In 2020 and 2021, SRT charged $21 million in impairments to its Los Angeles properties due to lower-than-expected rental income, as prospective restaurant tenants pulled out of the projects. The pandemic also delayed SRT’s planned sales of its last two remaining suburban properties in Knoxville, Tennessee, and Hesperia, California.

As human and economic activity started to recover in 2022, SRT was again hit by rising interest rates. Although the company had paid off most of its debt at this point from selling its suburban strip malls, it still had an $18 million floating-rate loan. The interest rate on this loan rose from 4.3% in March 2022 to 8.2% by September 2023; annualized interest expenses subsequently grew from $700,000 to $1.5 million over the same period. This more or less ensured that SRT, which now only had six properties earning $2.6 million a year in rent, would never be able to make a profit again.

On April 1, 2021, Glenborough merged with Chicago-based real estate investment firm L3 Capital, which also specializes in urban and mixed-use properties. There were some apparent synergies: L3 also owned several storefronts in Hayes Valley and elsewhere in San Francisco and Los Angeles. L3 affiliate PUR Management LLC took over as the property manager for the SRT assets. Several L3 executives joined the board of SRT while Batinovich stepped down as CEO after nearly a decade leading the company.

400 Grove Street, one of SRT's properties in San Francisco.

Neglect and writedowns

The recovery (and lack thereof) of SRT’s properties after COVID more or less track citywide trends in San Francisco and Los Angeles.
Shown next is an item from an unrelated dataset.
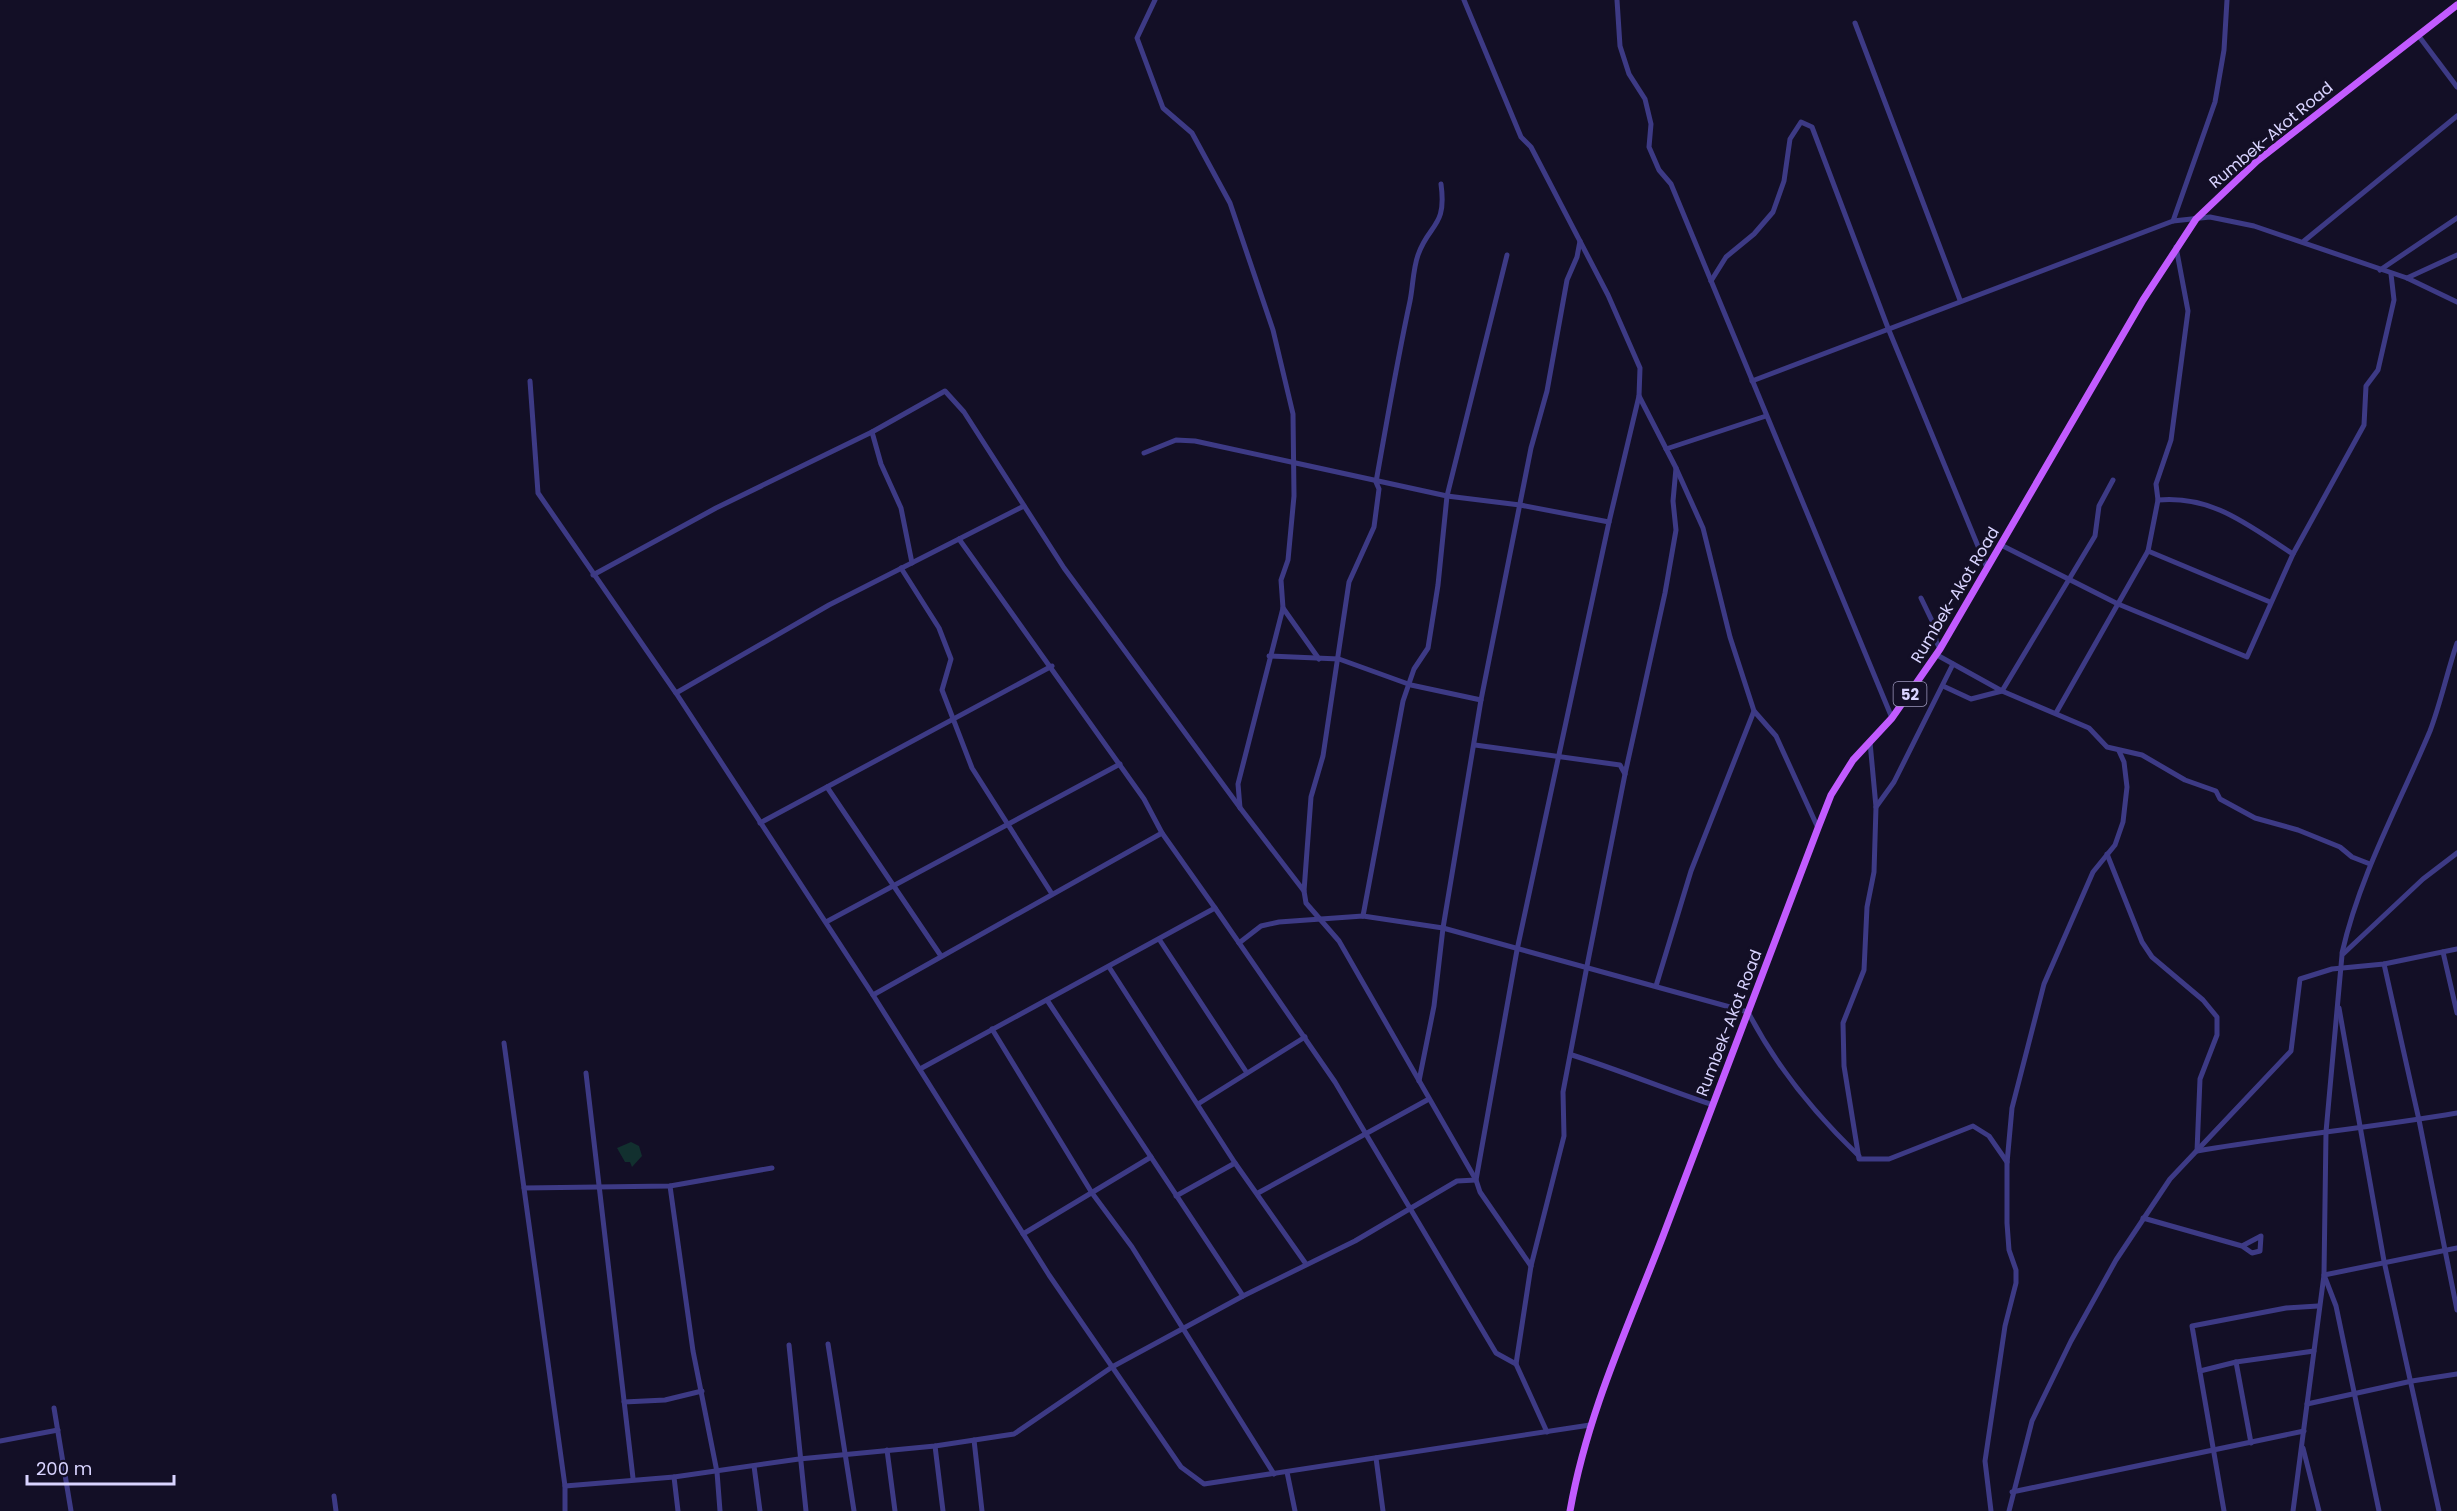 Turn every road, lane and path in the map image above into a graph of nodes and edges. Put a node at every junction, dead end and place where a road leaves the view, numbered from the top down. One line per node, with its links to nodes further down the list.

The storefronts close to the heart of Hayes Valley remained fully occupied and earned lucrative rents of $5-8 per square foot per month. Those further away, including one oddly shaped restaurant in the nearby Mid Market neighbourhood, remained vacant.

Meanwhile, Silver Lake in Los Angeles was experiencing a bit of a renaissance, but SRT’s primary tenant there stopped paying rent in late 2023, which resulted in SRT defaulting on its $18 million loan in January 2024. That default bumped the interest rate on the loan to a whopping 13.1%, or nearly $2.4 million.

The last chapter of SRT likely started in August 2023, when its board of directors approved a plan of liquidation and changed the purpose of the company solely to the “wind up our affairs and the liquidation of our assets.” The company engaged Colliers International to try to sell the San Francisco and Los Angeles lots.

SRT’s remaining minority investors have also appeared to stop caring. During the trust’s latest annual meeting of stockholders, only representatives of 26% of shares outstanding showed up in person or by proxy, insufficient to establish a quorum. Incumbent directors mostly affiliated with L3 Capital continued to serve as “holdover” members of the board.

On August 12, 2024, SRT announced that it had reached a deal to sell its San Francisco properties to an affiliate of Texas-based Moran Capital LLC for $10.8 million with closing expected a month later. This price represents a -45% discount to SRT’s last valuation of these properties at $18.7 million, a -51% discount to SRT’s original purchase price of $22 million, and more or less just covers their share of the outstanding SRT loan ($11.1 million). Equity shareholders in SRT get nothing.

Buyer Moran Capital Partners is a privately held real estate management and investment company based in Dallas, Texas. The company has no public profile except for a LinkedIn page indicating it has 2-10 employees. Assuming the deal closes, I wish the new owners the best of luck managing these assets. One silver lining for San Francisco: having acquired these properties for less than half of what they were worth in 2016, the new owners may be willing to offer lower rents that will finally fill some of the empty storefronts on Market Street.

SRT’s Silver Lake, Los Angeles, properties remain on the market and on the company’s books valued at $13.3 million.

Disclaimer: Not financial advice. For entertainment and informational purposes only.